Beim Trauern gibt es kein Richtig oder Falsch, keinen Zeitplan und kein Schema X, erklärt unsere Expertin Margrit von Wyl.
Trauer hat ganz unterschiedliche Ursachen. Menschen trauern um Verstorbene, aber auch um die vertraute Wohnung oder um ein Haustier. Abschied zu nehmen, ist eine Herausforderung für alle. Aber wie man Trauer erlebt und äussert, ist sehr persönlich. Jede und jeder verarbeitet einen Verlust auf eigene Art und im eigenen Tempo. Die Beziehung zu den Verstorbenen spielt ebenso eine Rolle wie die Umstände eines Verlusts oder wie man mit den eigenen Gefühlen umgeht.
Wechselbad der Gefühle
Früher ging man von einer festen Abfolge von Trauerphasen vom Nicht-Wahrhaben-Wollen über Wut oder Depression bis hin zur Akzeptanz aus. Heute weiss man, dass Trauer keiner geraden Linie von unendlich traurig bis wieder glücklich folgt, sondern ein Auf und Ab ist, ein Wechselbad der Gefühle.

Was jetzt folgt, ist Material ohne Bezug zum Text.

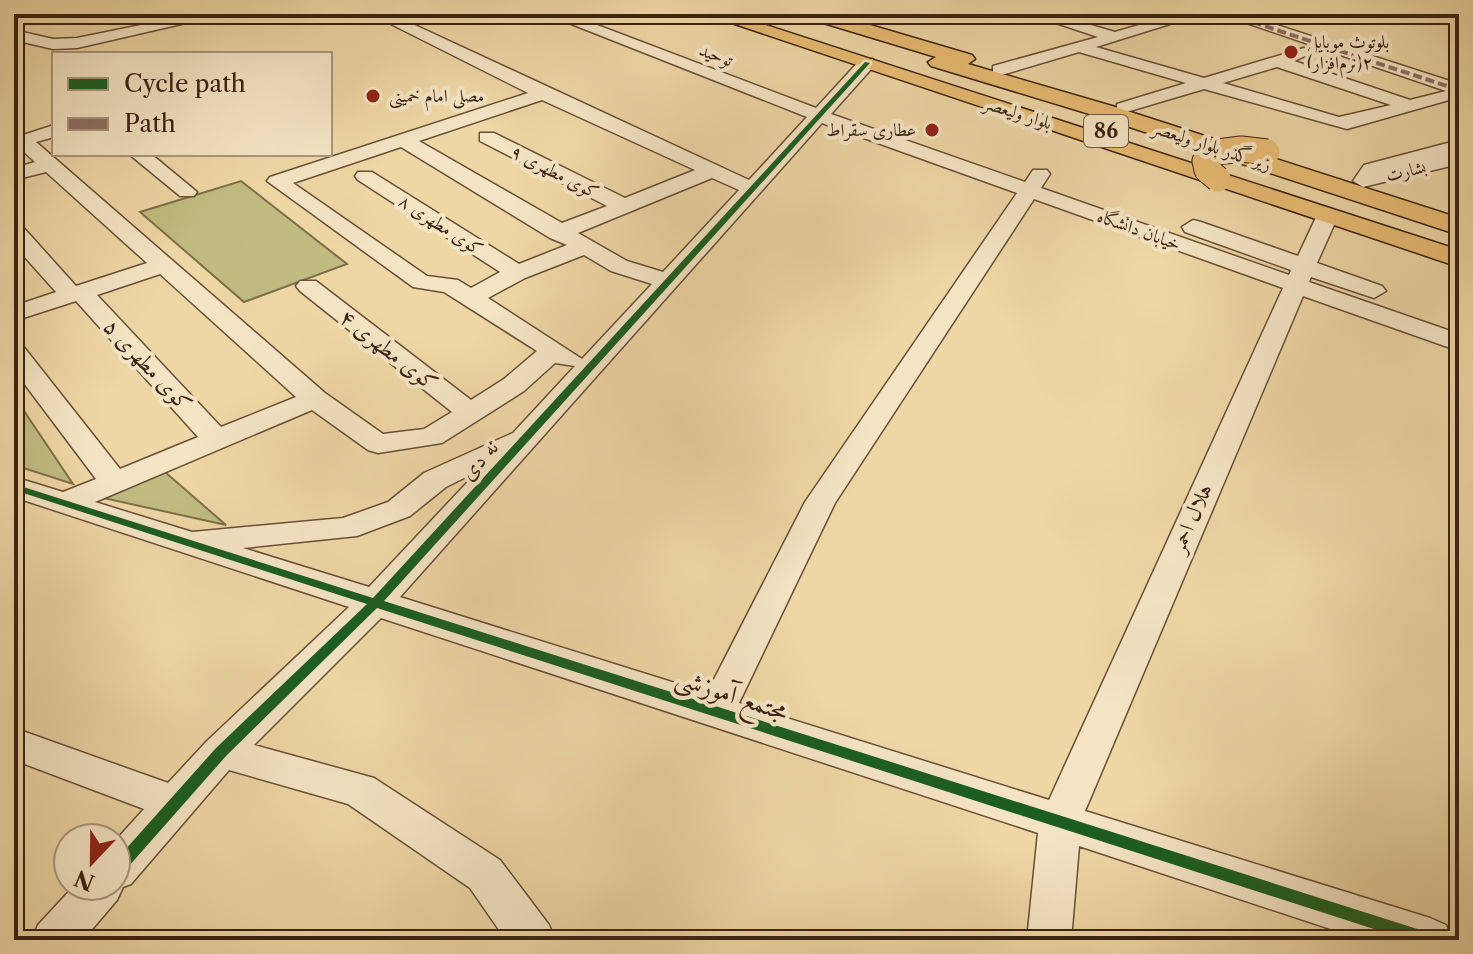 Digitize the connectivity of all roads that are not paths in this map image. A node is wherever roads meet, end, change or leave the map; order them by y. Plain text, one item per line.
1 (217, 14) edge
2 (379, 14) edge
3 (554, 14) edge
4 (604, 14) edge
5 (714, 14) edge
6 (779, 14) edge
7 (1037, 14) edge
8 (1136, 14) edge
9 (1194, 14) edge
10 (1228, 14) edge
11 (827, 16) edge
12 (743, 17) edge
13 (1164, 23) junction
14 (14, 35) edge
15 (661, 36) dead end
16 (1113, 36) junction
17 (1075, 46) junction
18 (1304, 53) dead end
19 (1276, 61) junction
20 (867, 63) junction
21 (999, 70) junction
22 (1201, 83) junction
23 (1451, 93) edge
24 (543, 94) junction
25 (824, 104) junction
26 (1411, 106) junction
27 (1123, 108) junction
28 (52, 132) edge
29 (487, 137) dead end
30 (402, 139) junction
31 (1459, 146) edge
32 (1267, 152) junction
33 (142, 156) edge
34 (1459, 158) edge
35 (48, 165) junction
36 (713, 170) junction
37 (14, 174) edge
38 (365, 176) dead end
39 (1218, 179) junction
40 (1034, 181) junction
41 (1363, 181) junction
42 (753, 189) junction
43 (187, 192) dead end
44 (624, 206) junction
45 (1459, 213) edge
46 (1327, 216) junction
47 (1459, 227) edge
48 (14, 231) edge
49 (558, 233) junction
50 (583, 247) junction
51 (1459, 247) edge
52 (1459, 259) edge
53 (163, 265) junction
54 (517, 273) junction
55 (1300, 276) junction
56 (669, 281) junction
57 (308, 286) dead end
58 (76, 293) junction
59 (470, 298) junction
60 (14, 314) edge
61 (1459, 322) edge
62 (1459, 343) edge
63 (553, 351) junction
64 (14, 352) edge
65 (587, 371) junction
66 (315, 399) junction
67 (470, 413) junction
68 (529, 434) junction
69 (215, 438) junction
70 (114, 482) junction
71 (14, 487) edge
72 (64, 503) junction
73 (185, 542) junction
74 (375, 603) junction
75 (716, 712) junction
76 (14, 744) edge
77 (221, 752) junction
78 (176, 803) junction
79 (1060, 822) junction
80 (132, 852) edge
81 (88, 902) edge
82 (54, 940) edge
83 (533, 940) edge
84 (1049, 940) edge
85 (1430, 940) edge

1 - 14 street
2 - 24 street
3 - 25 street, توحید
4 - 15 street
5 - 12 main road, بلوار ولیعصر
6 - 47 main road, زیر گذر بلوار ولیعصر
7 - 16 street
8 - 13 street
9 - 13 street
10 - 23 street
11 - 21 main road, بلوار ولیعصر
12 - 20 main road, بلوار ولیعصر
12 - 51 main road, بلوار ولیعصر / 86
13 - 16 street
16 - 17 street
17 - 21 street
17 - 22 street
18 - 19 street
19 - 22 street
19 - 26 street
20 - 25 street, نه دی
20 - 39 main road, بلوار ولیعصر
21 - 27 main road, بلوار ولیعصر
22 - 26 street
22 - 27 street
23 - 26 street
24 - 30 street
24 - 36 street
25 - 40 street, خیابان دانشگاه
25 - 42 street, نه دی
27 - 32 main road, بلوار ولیعصر
28 - 35 street
29 - 44 street, کوی مطهری ۹
30 - 49 street
30 - 59 street
31 - 41 street, بشارت
32 - 39 main road, bridge
32 - 41 main road, بلوار ولیعصر
33 - 43 street
34 - 41 street, بشارت
35 - 37 street
35 - 53 street
36 - 42 street
36 - 44 street
38 - 54 street, کوی مطهری ۸
39 - 46 main road, بلوار ولیعصر
40 - 55 street, خیابان دانشگاه
40 - 75 street
41 - 45 main road, بلوار ولیعصر
42 - 56 street, نه دی
44 - 49 street
46 - 52 main road, بلوار ولیعصر
46 - 55 street, هلال احمر
48 - 58 street, کوی مطهری ۵
49 - 50 street
50 - 54 street
50 - 56 street
53 - 58 street
53 - 66 street
54 - 59 street
55 - 61 street, خیابان دانشگاه
55 - 62 street, خیابان دانشگاه
55 - 79 street, هلال احمر
56 - 65 street, نه دی
57 - 67 street, کوی مطهری ۴
58 - 60 street
58 - 69 street, کوی مطهری ۵
59 - 63 street
63 - 65 street
63 - 67 street
64 - 70 street
65 - 68 street, نه دی
66 - 67 street
66 - 69 street
68 - 73 street
68 - 74 street, نه دی
69 - 70 street
70 - 72 street
71 - 72 street
72 - 73 street
73 - 74 street
74 - 75 street, مجتمع آموزشی
74 - 77 street
75 - 79 street, مجتمع آموزشی
76 - 78 street
77 - 78 street
77 - 83 street
78 - 80 street
79 - 84 street, هلال احمر
79 - 85 street, مجتمع آموزشی
81 - 82 street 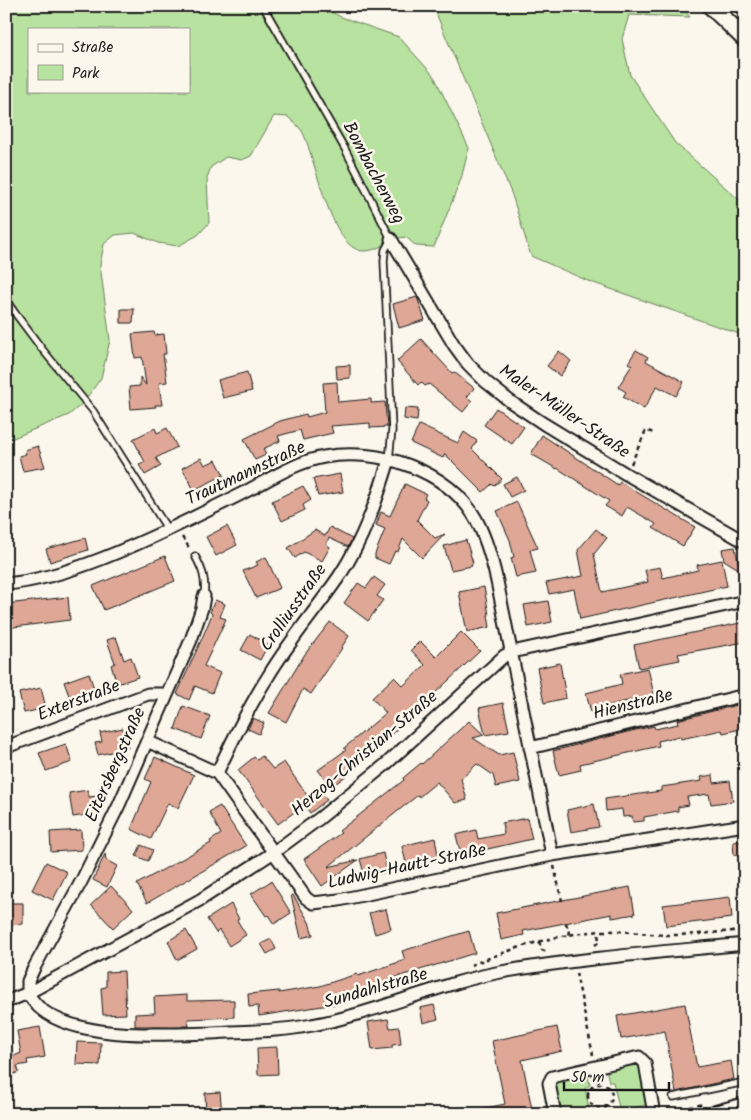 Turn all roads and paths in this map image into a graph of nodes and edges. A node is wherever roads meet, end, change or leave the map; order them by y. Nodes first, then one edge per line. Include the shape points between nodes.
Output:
1 (263, 6) edge
2 (711, 6) edge
3 (745, 39) edge
4 (391, 239) junction
5 (6, 300) edge
6 (656, 434) dead end
7 (389, 460) junction
8 (626, 474) junction
9 (172, 528) junction
10 (745, 542) edge
11 (195, 556) joint
12 (6, 584) edge
13 (204, 596) joint
14 (745, 601) edge
15 (512, 652) junction
16 (166, 694) junction
17 (745, 695) edge
18 (147, 741) junction
19 (6, 747) edge
20 (530, 748) junction
21 (217, 773) junction
22 (745, 825) edge
23 (274, 852) junction
24 (553, 859) junction
25 (562, 901) dead end
26 (566, 923) dead end
27 (745, 930) edge
28 (598, 932) junction
29 (570, 936) junction
30 (745, 944) edge
31 (592, 949) dead end
32 (550, 952) dead end
33 (574, 961) junction
34 (28, 992) junction
35 (6, 1002) edge
36 (596, 1067) junction
37 (745, 1082) edge
38 (674, 1097) dead end
39 (745, 1106) edge
40 (605, 1107) junction
41 (555, 1114) edge
42 (607, 1114) edge
43 (654, 1114) edge
44 (716, 1114) edge

1 - 4 lane, Bombacherweg via 345,149
2 - 3 main road
4 - 7 lane, Bombacherweg via 384,261 392,430
4 - 8 street, Maler-Müller-Straße via 454,345 486,382 544,424
5 - 9 lane via 93,411
6 - 8 path via 646,430
7 - 9 street, Trautmannstraße via 346,455 324,457 287,471
7 - 15 street, Trautmannstraße via 419,469 442,482 475,518 492,560
7 - 21 street, Crolliusstraße via 368,521 352,554 270,673
8 - 10 street, Maler-Müller-Straße
9 - 11 path
9 - 12 street, Trautmannstraße via 79,567 46,578
11 - 13 lane, Eitersbergstraße via 205,580
13 - 16 street, Eitersbergstraße via 191,640
14 - 15 street, Herzog-Christian-Straße
15 - 20 street, Trautmannstraße
15 - 23 street, Herzog-Christian-Straße via 496,662 385,765
16 - 18 street, Eitersbergstraße
16 - 19 street, Exterstraße via 148,694
17 - 20 street, Hienstraße
18 - 21 street, Ludwig-Hautt-Straße
18 - 34 street, Eitersbergstraße via 100,846 34,968 28,981
20 - 24 street, Trautmannstraße
21 - 23 street, Ludwig-Hautt-Straße
22 - 24 street, Ludwig-Hautt-Straße
23 - 24 street, Ludwig-Hautt-Straße via 306,898 313,903
23 - 34 street, Herzog-Christian-Straße via 200,900
24 - 25 path
26 - 29 path
27 - 28 path via 669,935
28 - 29 path
28 - 31 path via 599,942
29 - 32 path via 539,942 542,950
30 - 33 street, Sundahlstraße
33 - 34 street, Sundahlstraße via 459,982 312,1026 255,1031 117,1034 54,1017 32,1002
33 - 36 path
34 - 35 street
36 - 41 street via 549,1080
36 - 43 street via 639,1057 644,1061
37 - 38 lane
39 - 44 main road
40 - 40 path via 611,1101 611,1091 604,1085 595,1086 589,1093 591,1102
40 - 42 path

Meist kommt Trauer in Wellen. Anfangs ist sie düster und vielleicht so stark, dass man glaubt, kaum mehr atmen und leben zu können. Mit der Zeit wird sie weicher und geschmeidiger, die Wellen erfolgen seltener, sind kleiner und kürzer.
Mit den Verstorbenen bleiben wir ein Leben lang verbunden. Viele sprechen mit ihnen, fragen sie um Rat und erhalten Hilfe. Oft trauert man doppelt: Um eine verstorbene Person und um das Leben zu zweit. Nach einer langen Zeit als Paar wieder auf sich selbst gestellt zu sein, kann anspruchsvoll sein. Manche möchten am liebsten auch gleich sterben.
Persönlicher Trauerweg
Trauernde werden vom Umfeld genau beobachtet. Aussenstehende wundern sich etwa, wenn jemand «schon» nach kurzer Zeit wieder lacht. Oder «immer noch» weint, obwohl bereits ein halbes Jahr vergangen ist. Solche fixen Vorstellungen führen leider dazu, dass viele Trauernde ein schlechtes Gewissen haben oder sich Vorwürfe machen.
Doch es ist wichtig, seinen eigenen Trauerweg zu gehen. Die Gefühle nicht zu verdrängen, nicht immer stark sein und alles im Griff haben zu wollen. Tränen lösen den Schmerz. Auch reden hilft. Mit der Zeit entsteht eine Balance, wann man die Trauer zulässt und wann man sich wieder dem Leben zuwendet.
Unterstützung suchen
Spürt man, dass die Gedanken über längere Zeit ums Immergleiche kreisen, man ständig müde und antriebslos ist, dann ist vielleicht Unterstützung von aussen angezeigt. Helfen kann eine Vertrauensperson wie etwa eine Trauerbegleiterin oder ein Seelsorger. Auch ein Trauercafé ist ein geschützter Ort, an dem man sich öffnen kann und Verständnis erfährt. Bei unseren Treffen sind manche schon seit Jahren dabei, für andere ist die Trauer noch ganz frisch. Zu erleben, wie die Gruppe einander unterstützt und trägt, ist immer wieder berührend und schön.